───── SOURCE DATA ─────

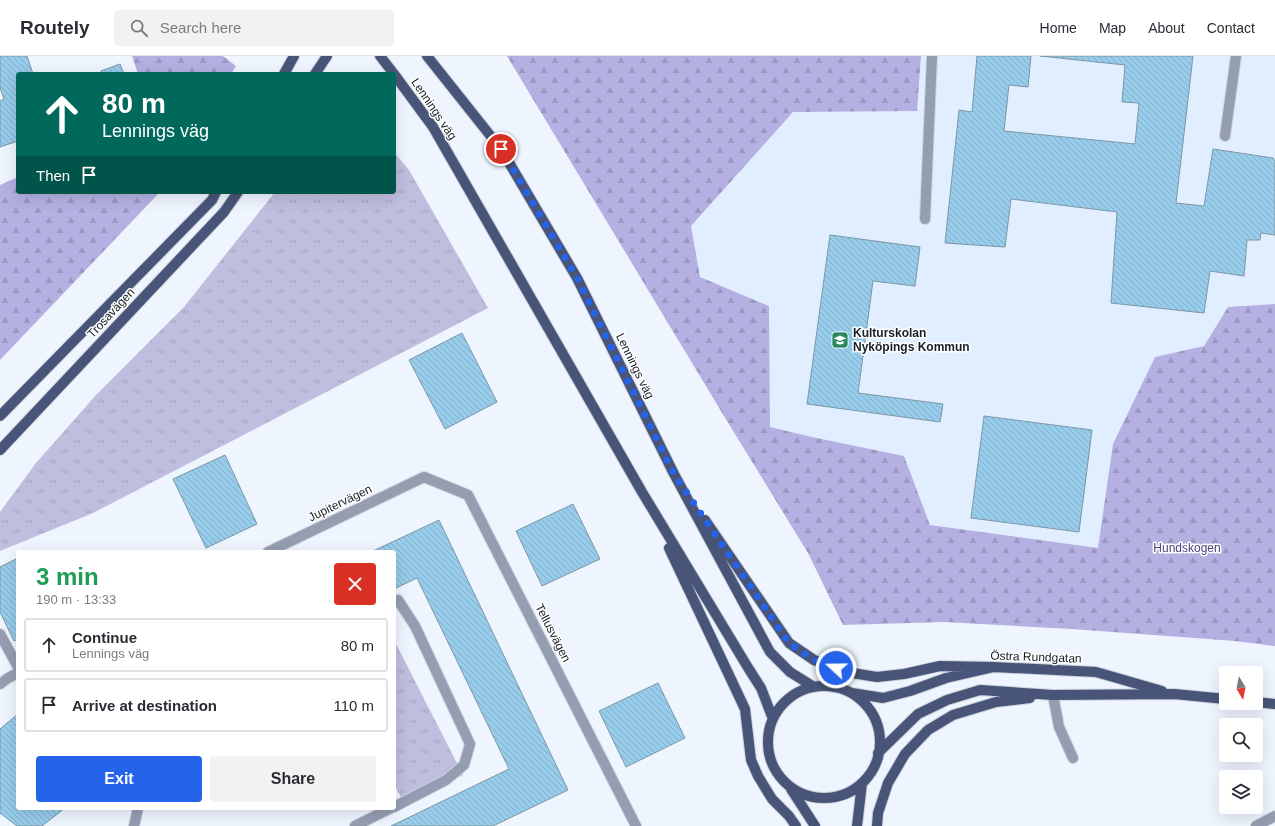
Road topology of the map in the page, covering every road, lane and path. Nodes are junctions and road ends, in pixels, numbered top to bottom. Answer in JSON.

─────
───── SOURCE DATA ─────

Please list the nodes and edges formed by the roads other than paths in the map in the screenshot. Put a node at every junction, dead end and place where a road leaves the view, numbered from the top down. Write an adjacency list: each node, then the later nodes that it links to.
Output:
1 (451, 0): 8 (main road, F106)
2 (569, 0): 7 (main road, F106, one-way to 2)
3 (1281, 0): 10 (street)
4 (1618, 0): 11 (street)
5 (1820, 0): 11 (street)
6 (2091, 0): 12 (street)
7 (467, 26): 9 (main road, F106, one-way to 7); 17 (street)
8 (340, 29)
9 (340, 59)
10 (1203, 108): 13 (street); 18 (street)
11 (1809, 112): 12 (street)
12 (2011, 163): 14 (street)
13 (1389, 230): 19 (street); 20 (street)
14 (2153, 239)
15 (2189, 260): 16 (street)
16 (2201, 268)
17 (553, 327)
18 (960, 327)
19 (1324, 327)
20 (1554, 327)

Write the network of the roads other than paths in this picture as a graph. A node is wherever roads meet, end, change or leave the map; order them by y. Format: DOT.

─────

DIRECTIONS →
Copy out every line from the data above in which the word "paths" occurs.

FINISHED EXERCISE →
Please list the nodes and edges formed by the roads other than paths in the map in the screenshot. Put a node at every junction, dead end and place where a road leaves the view, numbered from the top down. Write an adjacency list: each node, then the later nodes that it links to.
Write the network of the roads other than paths in this picture as a graph. A node is wherever roads meet, end, change or leave the map; order them by y. Format: DOT.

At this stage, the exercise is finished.